15 April 2014, 03:46:36 PM #18 Last Edit: 15 April 2014, 04:02:30 PM by Just a few Orcs
Quote from: fsn on 15 April 2014, 12:16:40 PM
I would agree that the English can only remember two dates,


I take great exeption to this FSN.   I am English and I can remember lots of dates.......

The one where I got more than I bargained for on the M11..... Had to stop on the hard shoulder

There was the date on the beach....I had no idea you could actually get sand in places like that

The very interesting date with Yvonne and Sharon..... still keep it in the family   ;) :-S

The date I had at 18 with a woman twice my age ..... Phew that opened my eyes  #:-S

The date I got cautioned on the undergroound ..... She did have a long  skirt on so i am not sure how the ticket inspector knew, after all there are never enough seats on the underground even at 11pm.   :-\

Then there was the blind date at the pub in Essex  :-& :-&   :-q

I could go on but I don't want to boast .  And on most of them I was in the Dark for Ages  :d





The cynics are right nine times out of ten. -Mencken, H. L.

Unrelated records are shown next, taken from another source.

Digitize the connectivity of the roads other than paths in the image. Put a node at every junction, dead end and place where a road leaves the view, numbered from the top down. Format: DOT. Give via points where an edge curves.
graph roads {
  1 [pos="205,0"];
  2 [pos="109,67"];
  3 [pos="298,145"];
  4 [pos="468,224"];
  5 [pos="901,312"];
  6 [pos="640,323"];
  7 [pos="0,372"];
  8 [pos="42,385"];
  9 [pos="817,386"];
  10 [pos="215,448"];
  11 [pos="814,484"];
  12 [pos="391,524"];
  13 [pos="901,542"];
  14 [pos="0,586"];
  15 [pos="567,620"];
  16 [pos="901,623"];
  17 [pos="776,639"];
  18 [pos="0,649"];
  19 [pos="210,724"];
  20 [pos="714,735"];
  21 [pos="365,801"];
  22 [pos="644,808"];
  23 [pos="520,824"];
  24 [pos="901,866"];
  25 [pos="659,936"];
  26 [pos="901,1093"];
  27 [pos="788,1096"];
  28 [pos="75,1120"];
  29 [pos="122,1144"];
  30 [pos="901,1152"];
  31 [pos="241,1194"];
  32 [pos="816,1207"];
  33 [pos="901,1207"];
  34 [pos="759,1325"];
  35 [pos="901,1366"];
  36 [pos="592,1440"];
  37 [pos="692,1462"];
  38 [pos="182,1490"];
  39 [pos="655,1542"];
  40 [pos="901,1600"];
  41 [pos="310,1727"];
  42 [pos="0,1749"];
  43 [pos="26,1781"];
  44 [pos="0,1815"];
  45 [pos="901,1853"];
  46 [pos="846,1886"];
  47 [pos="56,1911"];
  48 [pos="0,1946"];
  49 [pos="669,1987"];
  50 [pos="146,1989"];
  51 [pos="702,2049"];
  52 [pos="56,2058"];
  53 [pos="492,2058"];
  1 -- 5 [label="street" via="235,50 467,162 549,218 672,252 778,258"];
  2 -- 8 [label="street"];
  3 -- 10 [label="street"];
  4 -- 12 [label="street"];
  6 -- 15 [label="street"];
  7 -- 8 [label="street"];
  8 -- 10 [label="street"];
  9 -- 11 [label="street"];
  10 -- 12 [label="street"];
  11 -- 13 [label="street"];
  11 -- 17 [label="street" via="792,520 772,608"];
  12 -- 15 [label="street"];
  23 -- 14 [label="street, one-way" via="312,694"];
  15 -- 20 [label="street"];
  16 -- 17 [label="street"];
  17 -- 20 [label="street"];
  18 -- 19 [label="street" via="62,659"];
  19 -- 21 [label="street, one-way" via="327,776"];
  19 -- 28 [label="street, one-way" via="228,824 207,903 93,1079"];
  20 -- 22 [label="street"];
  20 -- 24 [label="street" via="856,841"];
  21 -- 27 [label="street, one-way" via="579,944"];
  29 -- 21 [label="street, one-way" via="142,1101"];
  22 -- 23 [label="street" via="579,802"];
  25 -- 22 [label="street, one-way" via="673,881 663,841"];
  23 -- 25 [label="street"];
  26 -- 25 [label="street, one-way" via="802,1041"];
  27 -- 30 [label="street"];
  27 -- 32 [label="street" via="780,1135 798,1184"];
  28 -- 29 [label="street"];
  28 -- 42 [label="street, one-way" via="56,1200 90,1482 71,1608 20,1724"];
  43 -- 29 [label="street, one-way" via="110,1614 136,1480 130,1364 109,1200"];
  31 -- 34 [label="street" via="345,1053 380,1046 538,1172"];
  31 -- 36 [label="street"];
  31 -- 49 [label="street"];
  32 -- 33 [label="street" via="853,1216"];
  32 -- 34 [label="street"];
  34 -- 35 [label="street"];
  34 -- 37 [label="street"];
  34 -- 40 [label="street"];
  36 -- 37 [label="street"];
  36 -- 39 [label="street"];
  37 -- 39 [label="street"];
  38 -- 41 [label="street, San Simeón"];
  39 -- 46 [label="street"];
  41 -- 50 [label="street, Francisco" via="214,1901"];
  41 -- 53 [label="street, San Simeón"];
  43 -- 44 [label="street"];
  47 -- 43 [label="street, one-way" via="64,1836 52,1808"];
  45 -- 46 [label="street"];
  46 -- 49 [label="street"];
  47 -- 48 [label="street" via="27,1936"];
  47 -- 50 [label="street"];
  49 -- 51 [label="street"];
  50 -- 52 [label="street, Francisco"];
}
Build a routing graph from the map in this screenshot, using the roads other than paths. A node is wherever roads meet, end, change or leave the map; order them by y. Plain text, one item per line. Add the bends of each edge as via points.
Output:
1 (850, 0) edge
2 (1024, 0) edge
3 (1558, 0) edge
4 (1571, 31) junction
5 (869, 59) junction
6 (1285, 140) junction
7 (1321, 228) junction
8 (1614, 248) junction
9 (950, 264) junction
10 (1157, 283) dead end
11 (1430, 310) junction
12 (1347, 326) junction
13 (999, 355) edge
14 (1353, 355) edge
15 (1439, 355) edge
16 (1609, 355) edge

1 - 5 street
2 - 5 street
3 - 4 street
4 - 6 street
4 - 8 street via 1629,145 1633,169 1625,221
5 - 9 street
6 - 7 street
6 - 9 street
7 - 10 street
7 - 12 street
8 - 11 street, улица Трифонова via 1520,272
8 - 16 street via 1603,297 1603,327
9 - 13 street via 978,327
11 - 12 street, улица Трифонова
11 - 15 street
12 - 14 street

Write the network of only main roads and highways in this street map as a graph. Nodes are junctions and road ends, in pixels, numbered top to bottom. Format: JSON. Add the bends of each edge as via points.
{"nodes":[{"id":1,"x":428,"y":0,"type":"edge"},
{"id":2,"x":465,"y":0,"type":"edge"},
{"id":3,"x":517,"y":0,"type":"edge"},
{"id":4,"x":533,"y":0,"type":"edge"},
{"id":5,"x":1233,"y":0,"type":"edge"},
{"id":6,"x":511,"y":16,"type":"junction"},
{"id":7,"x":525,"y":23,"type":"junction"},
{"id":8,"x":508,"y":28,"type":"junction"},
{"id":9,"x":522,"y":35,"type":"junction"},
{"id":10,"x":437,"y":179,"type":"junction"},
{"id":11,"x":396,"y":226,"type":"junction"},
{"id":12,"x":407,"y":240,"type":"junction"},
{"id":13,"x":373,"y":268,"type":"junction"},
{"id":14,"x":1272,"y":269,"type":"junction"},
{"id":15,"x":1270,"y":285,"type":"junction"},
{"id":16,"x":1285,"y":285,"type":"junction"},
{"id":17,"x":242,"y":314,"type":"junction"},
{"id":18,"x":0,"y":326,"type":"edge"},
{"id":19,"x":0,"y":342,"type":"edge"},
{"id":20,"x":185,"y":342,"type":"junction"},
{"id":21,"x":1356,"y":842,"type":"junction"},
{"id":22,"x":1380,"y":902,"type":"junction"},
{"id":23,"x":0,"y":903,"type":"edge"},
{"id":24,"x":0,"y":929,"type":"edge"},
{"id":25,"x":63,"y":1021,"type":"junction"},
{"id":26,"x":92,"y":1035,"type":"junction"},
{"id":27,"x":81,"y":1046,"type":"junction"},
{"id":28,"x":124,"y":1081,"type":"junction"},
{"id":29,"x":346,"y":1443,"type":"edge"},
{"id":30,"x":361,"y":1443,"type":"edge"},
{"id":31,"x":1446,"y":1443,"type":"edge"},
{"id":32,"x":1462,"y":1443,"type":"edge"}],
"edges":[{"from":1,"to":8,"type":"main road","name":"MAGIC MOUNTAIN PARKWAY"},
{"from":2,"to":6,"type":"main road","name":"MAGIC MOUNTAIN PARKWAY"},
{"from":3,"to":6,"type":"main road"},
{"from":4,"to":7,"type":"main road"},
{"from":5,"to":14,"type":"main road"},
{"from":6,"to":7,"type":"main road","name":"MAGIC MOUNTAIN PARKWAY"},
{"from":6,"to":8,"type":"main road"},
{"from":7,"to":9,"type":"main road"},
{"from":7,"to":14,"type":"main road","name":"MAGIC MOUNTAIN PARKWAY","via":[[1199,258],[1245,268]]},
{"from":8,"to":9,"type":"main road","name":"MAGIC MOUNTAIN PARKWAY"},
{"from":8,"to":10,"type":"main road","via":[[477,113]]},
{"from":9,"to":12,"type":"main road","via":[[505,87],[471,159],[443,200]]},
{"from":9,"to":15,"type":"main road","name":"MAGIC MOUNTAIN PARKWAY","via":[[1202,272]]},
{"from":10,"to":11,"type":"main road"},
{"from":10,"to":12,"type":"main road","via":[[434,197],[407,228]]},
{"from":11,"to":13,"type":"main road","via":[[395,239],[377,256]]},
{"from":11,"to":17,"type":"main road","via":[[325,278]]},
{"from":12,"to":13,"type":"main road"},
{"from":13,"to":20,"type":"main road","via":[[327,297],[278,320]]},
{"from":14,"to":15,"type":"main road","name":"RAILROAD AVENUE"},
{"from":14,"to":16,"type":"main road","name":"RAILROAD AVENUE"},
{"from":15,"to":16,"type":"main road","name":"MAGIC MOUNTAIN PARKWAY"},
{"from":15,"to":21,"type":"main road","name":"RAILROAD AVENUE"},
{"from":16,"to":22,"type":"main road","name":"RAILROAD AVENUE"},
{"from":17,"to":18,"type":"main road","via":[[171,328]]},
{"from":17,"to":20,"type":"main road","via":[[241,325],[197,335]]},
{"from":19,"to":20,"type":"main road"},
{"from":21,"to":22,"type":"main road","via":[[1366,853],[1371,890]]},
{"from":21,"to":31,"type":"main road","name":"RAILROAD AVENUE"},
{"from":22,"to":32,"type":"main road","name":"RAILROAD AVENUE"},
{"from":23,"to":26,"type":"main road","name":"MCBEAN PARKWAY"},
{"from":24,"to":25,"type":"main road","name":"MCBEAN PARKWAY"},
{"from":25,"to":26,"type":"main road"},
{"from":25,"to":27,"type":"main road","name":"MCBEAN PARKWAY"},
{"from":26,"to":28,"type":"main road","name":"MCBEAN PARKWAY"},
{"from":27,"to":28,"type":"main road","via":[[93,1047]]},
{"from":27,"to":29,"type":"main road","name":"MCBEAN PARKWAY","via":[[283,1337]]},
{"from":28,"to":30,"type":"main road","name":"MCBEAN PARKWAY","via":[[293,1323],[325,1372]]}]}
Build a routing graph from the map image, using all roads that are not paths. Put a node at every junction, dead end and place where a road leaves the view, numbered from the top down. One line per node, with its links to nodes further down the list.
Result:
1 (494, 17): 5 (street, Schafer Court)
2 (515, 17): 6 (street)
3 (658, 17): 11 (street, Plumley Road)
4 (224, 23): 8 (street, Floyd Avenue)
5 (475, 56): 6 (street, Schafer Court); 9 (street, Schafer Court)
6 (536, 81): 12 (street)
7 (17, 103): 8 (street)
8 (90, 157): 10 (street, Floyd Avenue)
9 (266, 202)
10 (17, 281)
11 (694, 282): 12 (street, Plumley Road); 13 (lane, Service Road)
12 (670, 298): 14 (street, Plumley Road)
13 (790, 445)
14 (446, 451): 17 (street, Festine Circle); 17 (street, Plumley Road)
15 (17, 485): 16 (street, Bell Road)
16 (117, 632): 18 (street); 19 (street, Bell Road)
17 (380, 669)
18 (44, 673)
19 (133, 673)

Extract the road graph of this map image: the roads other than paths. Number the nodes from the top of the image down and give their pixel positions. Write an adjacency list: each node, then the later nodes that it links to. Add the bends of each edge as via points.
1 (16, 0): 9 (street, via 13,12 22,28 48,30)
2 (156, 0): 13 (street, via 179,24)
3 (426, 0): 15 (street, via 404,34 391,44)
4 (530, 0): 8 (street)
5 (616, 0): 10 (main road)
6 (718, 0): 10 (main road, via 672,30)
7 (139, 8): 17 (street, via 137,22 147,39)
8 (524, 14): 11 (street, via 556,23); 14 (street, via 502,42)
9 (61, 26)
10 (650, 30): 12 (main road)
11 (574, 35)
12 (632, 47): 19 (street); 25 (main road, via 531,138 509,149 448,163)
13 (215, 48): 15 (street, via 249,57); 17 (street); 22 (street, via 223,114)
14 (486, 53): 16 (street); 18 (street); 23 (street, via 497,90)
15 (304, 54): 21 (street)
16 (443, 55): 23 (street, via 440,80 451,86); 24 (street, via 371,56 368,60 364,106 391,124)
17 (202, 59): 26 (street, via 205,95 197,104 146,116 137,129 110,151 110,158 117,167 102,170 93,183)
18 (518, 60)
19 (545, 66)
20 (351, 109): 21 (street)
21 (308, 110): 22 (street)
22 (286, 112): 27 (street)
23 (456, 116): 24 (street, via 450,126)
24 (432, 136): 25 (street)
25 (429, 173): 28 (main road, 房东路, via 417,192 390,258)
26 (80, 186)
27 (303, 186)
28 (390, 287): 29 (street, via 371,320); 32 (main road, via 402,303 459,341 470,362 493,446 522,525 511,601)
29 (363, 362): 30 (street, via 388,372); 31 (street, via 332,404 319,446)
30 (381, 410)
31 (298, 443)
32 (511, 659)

Life is not a matter of holding good cards, but of playing a poor hand well. - Robert Louis Stevenson

Sandinista

Quote from: Just a few Orcs on 15 April 2014, 03:46:36 PM

I could go on but I don't want to boast .  And on most of them I was in the Dark for Ages  :d

;D

FierceKitty

Did none of them consider you worth keeping?
I don't drink coffee to wake up. I wake up to drink coffee.

Orcs

Quote from: FierceKitty on 15 April 2014, 04:09:29 PM
Did none of them consider you worth keeping?

Well the blind date definitely would have, but my standards may be low but not that low.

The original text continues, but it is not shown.